Leaving aside, for a moment, whether or not the President will admit that his surge is a failure and will begin to redeploy troops out of Iraq before the election, it's instructive to take a look at how public sentiments currently stand on American involvement in Iraq, not only in terms of sheer numbers, with somewhere between 50 percent and 70 percent of the country disapproving of the war, but also in terms of what these numbes mean. Over at the Mystery Pollster blog on Pollster.com, Mark Blumenthal writes the following:
You rarely see media pollsters cite correlation coefficients in their reports. On the other hand, you rarely see a correlation as strong as the one ABC News Polling Director Gary Langer cites in his tour de force summary of public attitudes on the State of the Union:The root of Bush's problems can be summed up in three words: Iraq, Iraq and Iraq. It drives his unpopularity. Among people who oppose the war, a mere 10 percent approve of Bush's job performance; among war supporters, three-quarters approve. The correlation between attitudes on the war and on Bush is a near-perfect .98.The extraordinary polarizing effect of the Iraq War explains more than Bush's problems. It is also the lens through which Americans currently view much of our national politics. While pollsters have been making that point since the 2004 elections, the dominance of the Iraq War on our politics has obviously intensified. Right now, for better or worse, it's all about Iraq.
It would be difficult to illustrate more clearly, beyond Langer's numbers cited by Blumenthal, that Iraq is the schism within the electorate today. No other issue -- not abortion rights, not taxes, and certainly not immigration -- creates as deep a cleavage among American voters as does the war in Iraq. Given these numbers, it's difficult to envision Iraq not being the issue come November 2008. Public sentiments do change over time. But in the absence of some radical change on the ground -- either all of the sectarian violence suddenly disappearing or, say, the President pulling up all stakes in the country -- Americans aren't going to simply stop caring about Iraq any time in the next two years.

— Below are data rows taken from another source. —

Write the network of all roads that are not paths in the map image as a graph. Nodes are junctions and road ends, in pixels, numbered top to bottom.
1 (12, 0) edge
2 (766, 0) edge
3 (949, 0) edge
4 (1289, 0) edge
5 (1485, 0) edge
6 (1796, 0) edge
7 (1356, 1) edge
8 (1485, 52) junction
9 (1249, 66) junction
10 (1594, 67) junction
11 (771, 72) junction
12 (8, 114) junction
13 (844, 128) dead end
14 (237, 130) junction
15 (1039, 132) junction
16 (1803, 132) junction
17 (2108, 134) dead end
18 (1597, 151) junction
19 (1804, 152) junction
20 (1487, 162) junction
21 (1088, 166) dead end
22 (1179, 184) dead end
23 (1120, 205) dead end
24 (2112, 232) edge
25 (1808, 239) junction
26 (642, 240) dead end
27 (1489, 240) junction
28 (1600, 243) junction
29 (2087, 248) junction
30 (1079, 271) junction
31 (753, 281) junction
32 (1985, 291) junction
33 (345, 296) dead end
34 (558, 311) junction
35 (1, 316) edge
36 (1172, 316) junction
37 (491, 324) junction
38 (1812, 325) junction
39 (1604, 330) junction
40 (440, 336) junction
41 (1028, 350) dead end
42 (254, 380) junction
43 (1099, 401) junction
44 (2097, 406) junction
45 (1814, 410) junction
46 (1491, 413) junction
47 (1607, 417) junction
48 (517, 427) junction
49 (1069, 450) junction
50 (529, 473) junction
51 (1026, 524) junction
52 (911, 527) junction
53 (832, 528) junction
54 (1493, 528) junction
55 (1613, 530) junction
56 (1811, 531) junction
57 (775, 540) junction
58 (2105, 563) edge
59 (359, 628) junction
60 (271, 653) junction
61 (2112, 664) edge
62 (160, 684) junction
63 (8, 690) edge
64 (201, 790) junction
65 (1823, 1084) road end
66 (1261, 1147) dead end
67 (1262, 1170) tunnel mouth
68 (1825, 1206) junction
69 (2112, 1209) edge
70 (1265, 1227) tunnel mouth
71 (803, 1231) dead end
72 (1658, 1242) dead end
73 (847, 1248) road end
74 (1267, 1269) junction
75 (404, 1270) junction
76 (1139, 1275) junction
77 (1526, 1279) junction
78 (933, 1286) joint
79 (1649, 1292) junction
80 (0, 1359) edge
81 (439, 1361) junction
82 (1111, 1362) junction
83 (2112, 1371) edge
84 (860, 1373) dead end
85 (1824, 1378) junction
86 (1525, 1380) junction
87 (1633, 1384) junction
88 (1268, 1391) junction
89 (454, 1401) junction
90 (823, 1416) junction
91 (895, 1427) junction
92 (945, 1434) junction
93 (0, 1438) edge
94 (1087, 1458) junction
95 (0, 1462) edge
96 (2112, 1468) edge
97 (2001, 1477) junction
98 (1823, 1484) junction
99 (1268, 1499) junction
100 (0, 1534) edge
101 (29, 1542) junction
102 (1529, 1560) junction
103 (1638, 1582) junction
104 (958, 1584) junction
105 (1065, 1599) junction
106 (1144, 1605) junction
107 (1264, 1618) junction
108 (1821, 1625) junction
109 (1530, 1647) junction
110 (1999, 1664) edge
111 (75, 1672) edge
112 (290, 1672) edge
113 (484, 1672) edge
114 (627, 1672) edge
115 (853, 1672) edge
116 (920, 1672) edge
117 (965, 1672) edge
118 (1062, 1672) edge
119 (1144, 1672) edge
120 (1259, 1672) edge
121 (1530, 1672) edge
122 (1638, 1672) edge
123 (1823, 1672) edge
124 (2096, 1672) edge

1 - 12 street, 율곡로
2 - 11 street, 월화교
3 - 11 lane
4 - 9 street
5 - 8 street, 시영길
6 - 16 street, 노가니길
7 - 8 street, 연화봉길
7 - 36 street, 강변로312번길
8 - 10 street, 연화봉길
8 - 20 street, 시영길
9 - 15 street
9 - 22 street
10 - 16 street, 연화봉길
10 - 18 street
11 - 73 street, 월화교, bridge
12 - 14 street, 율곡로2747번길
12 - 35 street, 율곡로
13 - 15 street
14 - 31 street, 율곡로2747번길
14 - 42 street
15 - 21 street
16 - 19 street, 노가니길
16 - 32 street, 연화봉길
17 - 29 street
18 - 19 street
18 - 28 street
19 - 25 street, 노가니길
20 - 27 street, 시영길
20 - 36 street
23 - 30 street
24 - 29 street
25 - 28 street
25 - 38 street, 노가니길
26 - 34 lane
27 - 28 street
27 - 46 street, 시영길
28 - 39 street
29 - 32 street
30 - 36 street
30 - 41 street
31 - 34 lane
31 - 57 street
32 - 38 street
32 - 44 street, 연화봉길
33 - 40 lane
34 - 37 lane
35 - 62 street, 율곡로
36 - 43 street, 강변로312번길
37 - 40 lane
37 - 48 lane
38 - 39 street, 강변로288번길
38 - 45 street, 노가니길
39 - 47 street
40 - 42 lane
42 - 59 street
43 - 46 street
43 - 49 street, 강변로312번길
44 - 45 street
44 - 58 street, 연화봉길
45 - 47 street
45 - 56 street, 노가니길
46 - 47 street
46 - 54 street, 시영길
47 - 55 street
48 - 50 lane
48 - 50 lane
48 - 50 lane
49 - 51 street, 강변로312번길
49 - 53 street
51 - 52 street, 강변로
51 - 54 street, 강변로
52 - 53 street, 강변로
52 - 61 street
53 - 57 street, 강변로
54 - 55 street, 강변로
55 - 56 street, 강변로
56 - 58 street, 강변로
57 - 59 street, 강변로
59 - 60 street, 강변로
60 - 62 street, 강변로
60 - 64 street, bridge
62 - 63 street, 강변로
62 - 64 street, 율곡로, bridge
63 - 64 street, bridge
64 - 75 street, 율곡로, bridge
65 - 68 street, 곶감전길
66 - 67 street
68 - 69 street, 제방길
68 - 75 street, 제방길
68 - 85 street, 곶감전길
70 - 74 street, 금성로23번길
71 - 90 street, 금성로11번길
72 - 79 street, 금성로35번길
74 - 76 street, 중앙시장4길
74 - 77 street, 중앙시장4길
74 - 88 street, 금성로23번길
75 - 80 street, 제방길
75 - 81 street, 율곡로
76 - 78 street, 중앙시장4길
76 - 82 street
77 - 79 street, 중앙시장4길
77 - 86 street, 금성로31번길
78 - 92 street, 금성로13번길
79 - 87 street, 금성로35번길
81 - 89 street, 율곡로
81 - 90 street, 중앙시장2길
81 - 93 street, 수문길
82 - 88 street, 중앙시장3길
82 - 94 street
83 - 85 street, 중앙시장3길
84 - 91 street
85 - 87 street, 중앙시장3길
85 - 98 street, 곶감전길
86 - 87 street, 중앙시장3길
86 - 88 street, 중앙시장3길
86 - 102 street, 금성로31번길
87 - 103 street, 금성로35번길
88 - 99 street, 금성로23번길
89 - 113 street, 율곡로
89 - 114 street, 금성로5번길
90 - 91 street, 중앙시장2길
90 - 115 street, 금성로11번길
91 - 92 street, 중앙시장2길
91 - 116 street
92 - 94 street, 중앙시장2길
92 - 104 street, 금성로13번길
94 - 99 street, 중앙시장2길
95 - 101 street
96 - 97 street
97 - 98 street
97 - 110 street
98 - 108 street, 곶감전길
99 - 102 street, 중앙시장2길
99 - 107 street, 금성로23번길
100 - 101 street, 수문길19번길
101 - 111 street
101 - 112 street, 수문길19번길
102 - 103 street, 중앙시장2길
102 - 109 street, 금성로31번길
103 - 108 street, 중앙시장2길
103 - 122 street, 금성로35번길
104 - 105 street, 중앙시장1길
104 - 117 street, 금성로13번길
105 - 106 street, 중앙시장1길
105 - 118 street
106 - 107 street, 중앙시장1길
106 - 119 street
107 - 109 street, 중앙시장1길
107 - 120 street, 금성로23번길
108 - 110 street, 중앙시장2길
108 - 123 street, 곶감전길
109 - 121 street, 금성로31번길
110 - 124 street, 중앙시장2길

As for Schumer's prediction that the President will admit the failure of his escalation plan to solve Iraq's problems and consequently decide to withdraw American forces, it is as wrong as the thinking that the President would use the cover of the Iraq Study Group to withdraw troops -- or, for that matter, the killing of Abu Musab Al Zarqawi, any one of Iraq's national elections, or any other supposedly monumental event. Smarter people than me have said it, but it's clear to me (as I've written before -- here and here, for example) that the plan being forwarded by President Bush and John McCain to increase the number of American troops in Iraq is about one thing, and one thing alone: prolonging the war. So anyone who believes that the move will hasten the day that America can withdraw its forces, thus taking Iraq off of the table as the central issue in American politics today, is just plain wrong.